I needed to clear all the textboxes in a windows form without specifying each and every textbox. Easy enough to do in C#:
foreach (Control c in Controls)
{
if (c is TextBox)
((TextBox)c).Clear();
if (c is ListBox)
((ListBox)c).Items.Clear();
if (c is Panel)
{
foreach (Control c2 in c.Controls)
{
if (c2 is TextBox)
{
((TextBox)c2).Clear();
}
}
}
}
To me, that just seemed expensive. I haven't had a chance to play with Linq, until now. So I came up with the Linq equivilant:
foreach (TextBox tb in from Control control in Controls
where control is TextBox
select (TextBox)control)
{
tb.Clear();
}
foreach (ListBox lb in from Control control in Controls
where control is ListBox
select (ListBox)control)
{
lb.Items.Clear();
}
foreach (TextBox tb in from Control control in panel1.Controls
where control is TextBox
select (TextBox)control)
{
tb.Clear();
}
For me, this is actually easier to read! OK, but performance must be horrible, but I'm not one to judge without an actual test. I used the System.Diagnostics.Stopwatch class like this:
System.Diagnostics.Stopwatch stopwatch = new System.Diagnostics.Stopwatch();
stopwatch.Start();
// Do stuffstopwatch.Stop();
MessageBox.Show(string.Format("linq: {0:#,0}", stopwatch.ElapsedTicks));
I had some very interesting numbers!
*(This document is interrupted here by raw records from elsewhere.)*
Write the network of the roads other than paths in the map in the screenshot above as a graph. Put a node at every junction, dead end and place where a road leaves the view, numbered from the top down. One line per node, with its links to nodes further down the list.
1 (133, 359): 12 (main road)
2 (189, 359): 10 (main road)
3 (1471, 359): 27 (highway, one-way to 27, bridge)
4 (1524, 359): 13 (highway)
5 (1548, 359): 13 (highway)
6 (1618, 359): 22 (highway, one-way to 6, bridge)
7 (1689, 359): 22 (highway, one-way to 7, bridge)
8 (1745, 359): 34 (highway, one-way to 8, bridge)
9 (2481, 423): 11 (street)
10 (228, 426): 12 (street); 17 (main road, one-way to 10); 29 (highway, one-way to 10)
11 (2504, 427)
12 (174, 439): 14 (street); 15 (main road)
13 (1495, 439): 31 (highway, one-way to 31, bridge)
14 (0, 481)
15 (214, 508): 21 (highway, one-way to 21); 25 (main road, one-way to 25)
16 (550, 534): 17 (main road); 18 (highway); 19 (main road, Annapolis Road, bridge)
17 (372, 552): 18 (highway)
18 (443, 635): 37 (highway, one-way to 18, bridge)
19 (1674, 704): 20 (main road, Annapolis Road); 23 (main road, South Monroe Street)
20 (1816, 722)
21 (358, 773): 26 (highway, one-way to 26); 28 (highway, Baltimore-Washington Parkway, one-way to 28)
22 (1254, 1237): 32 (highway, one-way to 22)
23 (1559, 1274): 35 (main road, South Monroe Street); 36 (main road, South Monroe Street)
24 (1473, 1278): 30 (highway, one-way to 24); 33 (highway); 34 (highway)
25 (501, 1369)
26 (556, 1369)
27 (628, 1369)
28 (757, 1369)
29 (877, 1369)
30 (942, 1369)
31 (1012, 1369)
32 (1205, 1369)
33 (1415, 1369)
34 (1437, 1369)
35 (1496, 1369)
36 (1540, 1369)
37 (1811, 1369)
For a form with about 25 controls, I got these numbers:
Linq averaged 3,700,000 ticks on first run
Foreach averaged 4,400,000 ticks on first run
Clicking the Clear button a second time resulted in faster times for both Linq and Foreach, probably due to a form of caching:
Linq averaged 333,000 ticks on subsequent runs
Foreach averaged 1,010,000 ticks on subsequent runs
So, Linq must be optimized for ControlCollection, which is derived from ArrangedElementCollection, which implements IList, ICollection, IEnumerable, ICloneable. I'll have to do more investigation to see where foreach is faster than Linq and post that result later.